On hearing the enumeration of these horrible tortures the miserable wretch did not flinch; he showed no sign of terror, sorrow, or surprise. He opened his coat, bared his breast, and, fixing his dauntless eyes on his judges, he repeated with a steady voice his customary words, "Ecce homo!"

Was this man only a fanatic, as many believed, or a monster of wickedness, as others held, or was he both of these inspired by a boundless ambition?

On the next day the sentence was carried into effect. The preparations for the execution were made before his eyes; he regarded them with indifference. The executioner's assistant began by pounding into pieces the pistol with which he had perpetrated the crime. At the first blow the head of the hammer fell off and struck another assistant on the ear. The crowd laughed, and Gerard laughed too. When he mounted the gallows his body was already horrible to behold. He was silent while his hand crackled and smoked in the red-hot tube; during the time when the red-hot tongs were tearing his flesh he uttered no cry; when the knife penetrated into his entrails he bowed his head, murmured a few incomprehensible words, and expired.

The death of the Prince of Orange filled the country with consternation. His body lay in state for a month, and the people gathered round his last bed kneeling and weeping. The funeral was worthy of a king: there were present the States General of the United Provinces, the Council of State, and the Estates of Holland, the magistrates, the clergy, and the princes of the house of Nassau. Twelve noblemen bore the bier, four great nobles held the cords of the pall, and the Prince's horse followed splendidly caparisoned and led by his equerry. In the midst of the train of counts and barons there was seen a young man, eighteen years of age, who was destined to inherit the glorious legacy of the dead, to humble the Spanish arms, and to compel Spain to sue for a truce and to recognize the independence of the Netherlands. That young man was Maurice of Orange, the son of William, on whom the Estates of Holland a short time after the death of his father conferred the dignity of Stadtholder, and to whom they afterward entrusted the supreme command of the land and naval forces.

While Holland was mourning the death of the Prince of Orange, the Catholic priesthood in all the cities under Spanish rule were rejoicing over the assassination and extolling the assassin. The Jesuits exalted him as a martyr, the University of Louvain published his defence, the canons of Bois-le-Duc chanted a Te Deum. After a few years the King of Spain bestowed on Gerard's family a title and the confiscated property of the Prince of Orange in Burgundy.

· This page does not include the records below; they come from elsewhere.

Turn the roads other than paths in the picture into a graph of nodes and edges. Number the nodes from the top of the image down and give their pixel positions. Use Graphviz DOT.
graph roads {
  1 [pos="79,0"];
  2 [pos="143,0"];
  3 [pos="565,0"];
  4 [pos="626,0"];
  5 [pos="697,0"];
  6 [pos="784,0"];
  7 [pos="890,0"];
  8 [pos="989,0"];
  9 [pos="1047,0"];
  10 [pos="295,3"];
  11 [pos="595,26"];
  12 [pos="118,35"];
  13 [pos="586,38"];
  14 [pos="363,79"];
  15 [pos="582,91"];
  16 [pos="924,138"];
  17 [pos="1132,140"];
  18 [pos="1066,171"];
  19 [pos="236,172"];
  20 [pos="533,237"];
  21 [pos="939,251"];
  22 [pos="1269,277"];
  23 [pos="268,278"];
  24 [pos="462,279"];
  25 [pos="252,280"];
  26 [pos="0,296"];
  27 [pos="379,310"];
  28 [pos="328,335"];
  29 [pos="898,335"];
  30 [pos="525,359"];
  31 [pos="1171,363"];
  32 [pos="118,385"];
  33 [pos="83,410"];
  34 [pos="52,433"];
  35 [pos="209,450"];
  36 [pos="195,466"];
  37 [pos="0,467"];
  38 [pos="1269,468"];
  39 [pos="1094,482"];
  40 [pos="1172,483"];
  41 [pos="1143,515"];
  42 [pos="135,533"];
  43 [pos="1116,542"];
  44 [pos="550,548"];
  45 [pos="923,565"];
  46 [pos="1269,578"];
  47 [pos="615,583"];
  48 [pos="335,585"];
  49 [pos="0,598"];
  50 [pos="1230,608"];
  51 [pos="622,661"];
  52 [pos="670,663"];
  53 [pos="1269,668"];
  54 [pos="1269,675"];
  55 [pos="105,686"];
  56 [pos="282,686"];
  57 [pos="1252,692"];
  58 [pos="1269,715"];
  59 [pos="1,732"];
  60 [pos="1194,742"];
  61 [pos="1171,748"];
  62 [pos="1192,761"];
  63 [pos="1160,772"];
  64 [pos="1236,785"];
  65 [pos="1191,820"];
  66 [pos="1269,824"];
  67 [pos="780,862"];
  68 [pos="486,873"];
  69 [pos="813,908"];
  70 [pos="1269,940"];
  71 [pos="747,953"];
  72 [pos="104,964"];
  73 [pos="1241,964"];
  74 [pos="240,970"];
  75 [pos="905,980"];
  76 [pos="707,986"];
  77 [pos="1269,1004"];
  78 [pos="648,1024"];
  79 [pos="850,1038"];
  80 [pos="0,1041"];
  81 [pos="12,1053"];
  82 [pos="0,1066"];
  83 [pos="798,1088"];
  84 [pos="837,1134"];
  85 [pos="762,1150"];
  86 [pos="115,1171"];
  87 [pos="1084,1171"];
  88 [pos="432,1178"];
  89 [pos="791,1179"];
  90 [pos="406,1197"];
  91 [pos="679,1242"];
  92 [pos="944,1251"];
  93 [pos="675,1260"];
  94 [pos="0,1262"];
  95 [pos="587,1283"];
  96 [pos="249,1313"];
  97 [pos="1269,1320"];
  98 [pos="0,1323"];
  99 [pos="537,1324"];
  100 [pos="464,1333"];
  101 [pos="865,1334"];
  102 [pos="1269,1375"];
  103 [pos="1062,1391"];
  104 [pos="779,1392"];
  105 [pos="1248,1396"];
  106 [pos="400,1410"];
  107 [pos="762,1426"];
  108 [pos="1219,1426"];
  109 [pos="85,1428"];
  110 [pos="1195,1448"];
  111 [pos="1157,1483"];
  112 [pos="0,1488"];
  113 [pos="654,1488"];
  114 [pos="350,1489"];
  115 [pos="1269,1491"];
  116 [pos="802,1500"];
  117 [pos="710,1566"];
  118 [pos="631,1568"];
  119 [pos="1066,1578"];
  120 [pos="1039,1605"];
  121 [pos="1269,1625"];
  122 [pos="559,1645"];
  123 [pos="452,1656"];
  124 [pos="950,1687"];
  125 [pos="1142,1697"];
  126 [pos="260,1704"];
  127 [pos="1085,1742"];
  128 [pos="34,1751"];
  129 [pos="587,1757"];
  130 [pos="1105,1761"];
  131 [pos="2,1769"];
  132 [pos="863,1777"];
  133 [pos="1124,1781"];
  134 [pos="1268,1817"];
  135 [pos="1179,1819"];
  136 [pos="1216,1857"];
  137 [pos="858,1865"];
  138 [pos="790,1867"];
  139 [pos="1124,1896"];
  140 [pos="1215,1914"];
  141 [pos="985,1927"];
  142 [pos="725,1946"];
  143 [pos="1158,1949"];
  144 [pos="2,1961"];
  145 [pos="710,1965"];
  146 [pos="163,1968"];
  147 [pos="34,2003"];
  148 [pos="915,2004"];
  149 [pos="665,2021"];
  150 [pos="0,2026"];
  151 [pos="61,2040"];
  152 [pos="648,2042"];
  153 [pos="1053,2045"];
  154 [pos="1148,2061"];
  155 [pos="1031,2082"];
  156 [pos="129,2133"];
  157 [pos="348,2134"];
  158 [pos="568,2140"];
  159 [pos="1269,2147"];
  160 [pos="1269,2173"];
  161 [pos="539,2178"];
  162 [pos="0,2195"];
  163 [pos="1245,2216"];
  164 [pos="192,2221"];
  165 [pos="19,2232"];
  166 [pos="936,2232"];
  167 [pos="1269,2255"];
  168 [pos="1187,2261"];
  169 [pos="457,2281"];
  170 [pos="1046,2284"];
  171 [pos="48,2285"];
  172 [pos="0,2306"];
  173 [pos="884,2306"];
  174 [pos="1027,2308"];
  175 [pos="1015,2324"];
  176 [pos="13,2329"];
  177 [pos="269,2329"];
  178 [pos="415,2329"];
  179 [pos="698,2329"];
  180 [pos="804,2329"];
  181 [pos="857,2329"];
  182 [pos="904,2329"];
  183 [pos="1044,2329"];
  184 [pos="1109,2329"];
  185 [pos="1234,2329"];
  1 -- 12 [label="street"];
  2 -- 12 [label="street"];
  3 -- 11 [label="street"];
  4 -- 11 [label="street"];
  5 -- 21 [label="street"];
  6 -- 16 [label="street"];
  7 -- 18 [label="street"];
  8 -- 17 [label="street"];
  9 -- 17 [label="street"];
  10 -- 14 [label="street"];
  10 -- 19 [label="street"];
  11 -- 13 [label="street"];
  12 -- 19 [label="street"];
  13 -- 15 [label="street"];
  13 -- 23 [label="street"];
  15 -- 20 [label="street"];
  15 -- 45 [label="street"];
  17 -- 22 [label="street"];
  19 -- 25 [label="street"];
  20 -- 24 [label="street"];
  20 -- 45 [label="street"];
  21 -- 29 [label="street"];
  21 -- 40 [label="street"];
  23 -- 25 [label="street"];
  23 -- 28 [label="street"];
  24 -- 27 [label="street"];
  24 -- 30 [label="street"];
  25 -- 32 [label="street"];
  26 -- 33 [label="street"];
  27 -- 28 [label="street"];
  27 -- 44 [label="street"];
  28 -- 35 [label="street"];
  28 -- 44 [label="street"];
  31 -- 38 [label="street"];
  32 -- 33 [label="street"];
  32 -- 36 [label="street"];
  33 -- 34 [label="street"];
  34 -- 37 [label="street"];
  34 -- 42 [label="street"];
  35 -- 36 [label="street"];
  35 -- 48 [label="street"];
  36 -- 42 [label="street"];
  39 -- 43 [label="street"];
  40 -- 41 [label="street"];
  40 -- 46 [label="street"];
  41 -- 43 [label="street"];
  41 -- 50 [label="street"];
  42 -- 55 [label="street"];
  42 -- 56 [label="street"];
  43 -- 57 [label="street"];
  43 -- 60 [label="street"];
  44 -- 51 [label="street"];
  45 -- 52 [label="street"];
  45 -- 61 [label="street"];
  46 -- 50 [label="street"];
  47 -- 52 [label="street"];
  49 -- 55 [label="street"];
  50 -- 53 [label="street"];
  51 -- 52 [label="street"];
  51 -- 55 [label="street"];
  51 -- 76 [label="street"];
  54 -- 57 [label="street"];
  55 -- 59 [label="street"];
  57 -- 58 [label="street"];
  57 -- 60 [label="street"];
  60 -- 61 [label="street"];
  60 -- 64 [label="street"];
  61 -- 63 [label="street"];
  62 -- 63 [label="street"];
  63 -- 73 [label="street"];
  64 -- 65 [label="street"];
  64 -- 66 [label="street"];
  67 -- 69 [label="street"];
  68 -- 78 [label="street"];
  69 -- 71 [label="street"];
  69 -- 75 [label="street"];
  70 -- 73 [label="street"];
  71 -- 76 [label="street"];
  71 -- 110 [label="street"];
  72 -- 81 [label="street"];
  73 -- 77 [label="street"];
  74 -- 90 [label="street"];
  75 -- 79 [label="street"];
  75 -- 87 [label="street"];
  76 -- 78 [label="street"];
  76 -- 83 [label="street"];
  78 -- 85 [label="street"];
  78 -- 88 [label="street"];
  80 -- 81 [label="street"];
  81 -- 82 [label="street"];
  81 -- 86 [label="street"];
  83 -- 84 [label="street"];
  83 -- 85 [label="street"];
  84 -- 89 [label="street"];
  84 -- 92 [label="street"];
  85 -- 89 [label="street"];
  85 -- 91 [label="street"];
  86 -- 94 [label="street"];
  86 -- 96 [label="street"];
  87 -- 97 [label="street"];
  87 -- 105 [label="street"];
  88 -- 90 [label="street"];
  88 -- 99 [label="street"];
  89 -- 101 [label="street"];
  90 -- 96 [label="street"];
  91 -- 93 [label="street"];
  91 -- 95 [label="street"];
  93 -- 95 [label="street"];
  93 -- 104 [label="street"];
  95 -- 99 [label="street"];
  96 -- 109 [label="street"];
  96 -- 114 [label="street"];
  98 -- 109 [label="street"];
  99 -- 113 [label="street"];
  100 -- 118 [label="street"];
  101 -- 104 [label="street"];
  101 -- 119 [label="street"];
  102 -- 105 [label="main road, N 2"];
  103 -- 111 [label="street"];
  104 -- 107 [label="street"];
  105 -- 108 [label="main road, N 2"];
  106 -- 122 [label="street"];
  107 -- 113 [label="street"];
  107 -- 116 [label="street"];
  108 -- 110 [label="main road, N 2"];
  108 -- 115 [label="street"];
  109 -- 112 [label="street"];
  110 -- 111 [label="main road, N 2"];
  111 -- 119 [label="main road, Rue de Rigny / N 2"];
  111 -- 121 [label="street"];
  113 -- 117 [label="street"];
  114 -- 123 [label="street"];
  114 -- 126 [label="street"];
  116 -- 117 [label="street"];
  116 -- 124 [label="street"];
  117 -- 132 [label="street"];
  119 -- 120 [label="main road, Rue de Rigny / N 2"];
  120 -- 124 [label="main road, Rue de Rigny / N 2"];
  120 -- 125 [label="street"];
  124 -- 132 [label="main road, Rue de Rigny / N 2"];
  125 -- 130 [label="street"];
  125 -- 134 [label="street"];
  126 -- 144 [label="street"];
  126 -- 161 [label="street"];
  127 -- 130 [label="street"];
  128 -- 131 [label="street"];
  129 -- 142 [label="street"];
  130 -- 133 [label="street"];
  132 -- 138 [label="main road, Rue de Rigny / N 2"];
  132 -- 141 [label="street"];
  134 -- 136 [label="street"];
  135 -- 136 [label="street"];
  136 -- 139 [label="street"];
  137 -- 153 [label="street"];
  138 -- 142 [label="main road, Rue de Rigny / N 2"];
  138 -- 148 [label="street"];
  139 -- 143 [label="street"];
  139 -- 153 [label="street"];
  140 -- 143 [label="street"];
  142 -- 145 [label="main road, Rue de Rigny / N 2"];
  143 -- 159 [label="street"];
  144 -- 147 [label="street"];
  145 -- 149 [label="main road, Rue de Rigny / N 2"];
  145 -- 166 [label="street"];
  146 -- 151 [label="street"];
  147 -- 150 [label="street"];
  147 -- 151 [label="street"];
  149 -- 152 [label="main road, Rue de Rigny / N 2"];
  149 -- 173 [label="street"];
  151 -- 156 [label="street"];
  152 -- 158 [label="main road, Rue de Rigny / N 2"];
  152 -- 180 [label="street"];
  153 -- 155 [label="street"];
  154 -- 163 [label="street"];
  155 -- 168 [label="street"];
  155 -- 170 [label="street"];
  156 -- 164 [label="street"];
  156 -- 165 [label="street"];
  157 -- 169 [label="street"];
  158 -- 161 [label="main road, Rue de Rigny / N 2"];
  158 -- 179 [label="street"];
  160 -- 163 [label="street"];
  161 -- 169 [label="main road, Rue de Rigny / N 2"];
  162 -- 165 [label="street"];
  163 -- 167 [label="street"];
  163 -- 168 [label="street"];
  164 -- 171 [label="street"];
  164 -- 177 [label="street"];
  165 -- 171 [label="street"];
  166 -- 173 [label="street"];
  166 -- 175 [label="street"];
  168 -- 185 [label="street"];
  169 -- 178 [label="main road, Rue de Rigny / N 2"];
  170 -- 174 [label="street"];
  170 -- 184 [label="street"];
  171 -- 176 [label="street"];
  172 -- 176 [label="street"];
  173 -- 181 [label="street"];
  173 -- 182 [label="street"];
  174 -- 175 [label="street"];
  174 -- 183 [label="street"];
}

The house where William was murdered is still standing: it is a dark-looking building with arched windows and a narrow door, and forms part of the cloister of an old cathedral consecrated to St. Agatha. It still bears the name of Prinsenhof, although it is now used for artillery barracks. I got permission to enter from the officer on guard. A corporal who understood a little French accompanied me. We crossed a courtyard full of soldiers, and arrived at the memorable place. I saw the staircase the Prince was mounting when he was attacked, the dark corner where Gerard hid himself, the door of the room where the unfortunate William dined for the last time, and the mark of the bullets on the wall in a little whitewashed space which bears a Dutch inscription reminding one that here died the father of his country. The corporal showed me where the assassin had fled. While I was looking round, with that pensive curiosity that one feels in places where great crimes have been committed, soldiers were ascending and descending; they stopped to look at me, and then went away singing and whistling; some near me were humming; others were laughing loudly in the courtyard. All this youthful gayety was in sharp and moving contrast to the sad gravity of those memories, and seemed like a festival of children in the room where died a grandparent whose memory we cherish.

Opposite the barracks is the oldest church in Delft. It contains the tomb of the famous Admiral Tromp, the veteran of the Dutch navy, who saw thirty-two naval battles, and in 1652, at the battle of the Downs, defeated the English fleet commanded by Blake. He re-entered his country with a broom tied to the masthead of the admiral's ship to indicate that he had swept the English off the seas. Here also is the tomb of Peter Heyn, who from a simple fisherman rose to be a great admiral, and took that memorable netful of Spanish ships that had under their hatches more than eleven million florins; also the tomb of Leeuwenhoek, the father of the science of the infinitely small—who, with the "divining-glass," as Parini says, "saw primitive man swimming in the genital wave." The church has a high steeple surmounted by four conical turrets. It is inclined like the Tower of Pisa, because the ground has sunk beneath it. Gerard was imprisoned in one of the cells of this tower on the night of the assassination.